Eco Energie Etoy produit 2,2 millions de litres par année de biodiesel et alimente huit pompes dans la région bernoise, par l’intermédiaire du distributeur Flamol. A Genève, le Cercle des agriculteurs a mis en place une pompe et fournit quelques entreprises. «Notre production est trop faible pour intéresser les grands groupes pétroliers comme c’est le cas en France ou en Allemagne», note Eric Herger.

Pour fabriquer du biodiesel, il faut presser le colza comme pour fabriquer de l’huile. Puis, pour rendre cette huile plus fluide, on ajoute du méthanol et de l’hydroxyde de potassium. Ce procédé, appelé estérification, libère de la glycérine, exploitée pour des cosmétiques. Quant au tourteau, résidu de la pression, il est utilisé pour nourrir le bétail: l’exploitation de cette plante révèle de nombreuses applications inattendues.

Le carburant ainsi fabriqué peut être mélangé à du diesel ou utilisé pur. Le même procédé d’estérification peut être appliqué pour transformer d’autres huiles végétales en carburant; c’est ce que fait l’entreprise genevoise Biocarb. «Nous produisons un million de litres par année à partir d’huiles usagées, récupérées notamment dans les restaurants», explique François Fleury, fondateur de Biocarb. «Pour l’instant nous vendons essentiellement à des transporteurs de la région, et aussi à Flamol, mais nous nous préparons à entrer sur le marché européen du biodiesel.»

La Migros s’y met aussi avec son «Greenlife plus», un carburant vendu dans certaines stations Migrol, qui contient 5% de biodiesel. Mais Migros doit importer son huile de colza d’Allemagne. «La production suisse ne permet pas de répondre à nos besoins», regrette William Jurt, directeur commercial de Migrol. C’est que la Confédération limite la production de biodiesel à 5 millions de litres par année, notamment car ce carburant n’est pas taxé.

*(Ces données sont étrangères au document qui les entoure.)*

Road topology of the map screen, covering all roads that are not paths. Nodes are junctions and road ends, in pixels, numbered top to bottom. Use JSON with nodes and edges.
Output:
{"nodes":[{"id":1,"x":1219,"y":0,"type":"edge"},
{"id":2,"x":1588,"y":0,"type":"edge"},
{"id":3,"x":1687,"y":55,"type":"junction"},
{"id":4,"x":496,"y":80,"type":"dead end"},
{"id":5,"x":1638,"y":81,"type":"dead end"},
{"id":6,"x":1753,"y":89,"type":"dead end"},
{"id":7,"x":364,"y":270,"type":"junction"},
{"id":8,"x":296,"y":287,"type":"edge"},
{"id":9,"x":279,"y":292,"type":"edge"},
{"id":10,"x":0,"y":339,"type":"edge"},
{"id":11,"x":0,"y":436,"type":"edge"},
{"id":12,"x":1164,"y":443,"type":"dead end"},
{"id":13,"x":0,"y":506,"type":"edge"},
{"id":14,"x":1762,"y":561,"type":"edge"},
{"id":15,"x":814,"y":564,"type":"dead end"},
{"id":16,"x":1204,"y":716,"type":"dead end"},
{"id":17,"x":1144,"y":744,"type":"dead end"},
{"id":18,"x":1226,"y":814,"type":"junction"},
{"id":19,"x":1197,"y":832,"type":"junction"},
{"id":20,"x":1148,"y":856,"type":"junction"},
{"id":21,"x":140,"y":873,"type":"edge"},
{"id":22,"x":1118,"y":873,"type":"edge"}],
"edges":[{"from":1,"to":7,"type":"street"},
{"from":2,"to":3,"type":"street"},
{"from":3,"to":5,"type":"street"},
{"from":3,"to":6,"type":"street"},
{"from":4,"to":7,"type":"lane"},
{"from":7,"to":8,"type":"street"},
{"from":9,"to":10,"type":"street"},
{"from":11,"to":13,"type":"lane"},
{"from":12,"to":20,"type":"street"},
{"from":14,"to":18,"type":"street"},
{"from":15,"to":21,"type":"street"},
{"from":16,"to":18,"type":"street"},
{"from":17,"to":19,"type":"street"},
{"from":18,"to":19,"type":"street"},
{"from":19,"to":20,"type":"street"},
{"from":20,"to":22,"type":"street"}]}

«Comme les taxes d’importation sont très élevées sur l’huile qui vient d’Allemagne, nous subventionnons ce carburant pour qu’il reste compétitif à la pompe: nous le vendons seulement 2 centimes de plus que le diesel, poursuit William Jurt. A terme, nous espérons que la Confédération autorisera l’augmentation de la production suisse, mais les autorités semblent s’intéresser davantage à la taxe sur le CO2, plus rentable…»

La grande force du biodiesel: il ne nécessite aucune adaptation technique du moteur. Par ailleurs, on peut sans problème alterner la consommation de biodiesel et de carburant dans un véhicule diesel standard. Mais certains constructeurs automobiles rechignent alors à maintenir leur garantie d’usine, arguant que le biodiesel attaque davantage les matériaux. Audi, VW, Mercedes et BMW l’acceptent toutefois pour certains de leurs modèles, notamment parce que ce carburant est très populaire en Allemagne où l’on trouve déjà 1’600 pompes de biodiesel.

Autre atout: la performance du moteur n’est pas affectée. Une légère différence d’efficacité calorifique (de 2 à 5%) entraîne une consommation à peine supérieure. Pour ce qui est des retombées sur l’environnement, elles sont moins importantes car le biodiesel génère moins de particules. Quant au CO2, il en dégage une quantité comparable.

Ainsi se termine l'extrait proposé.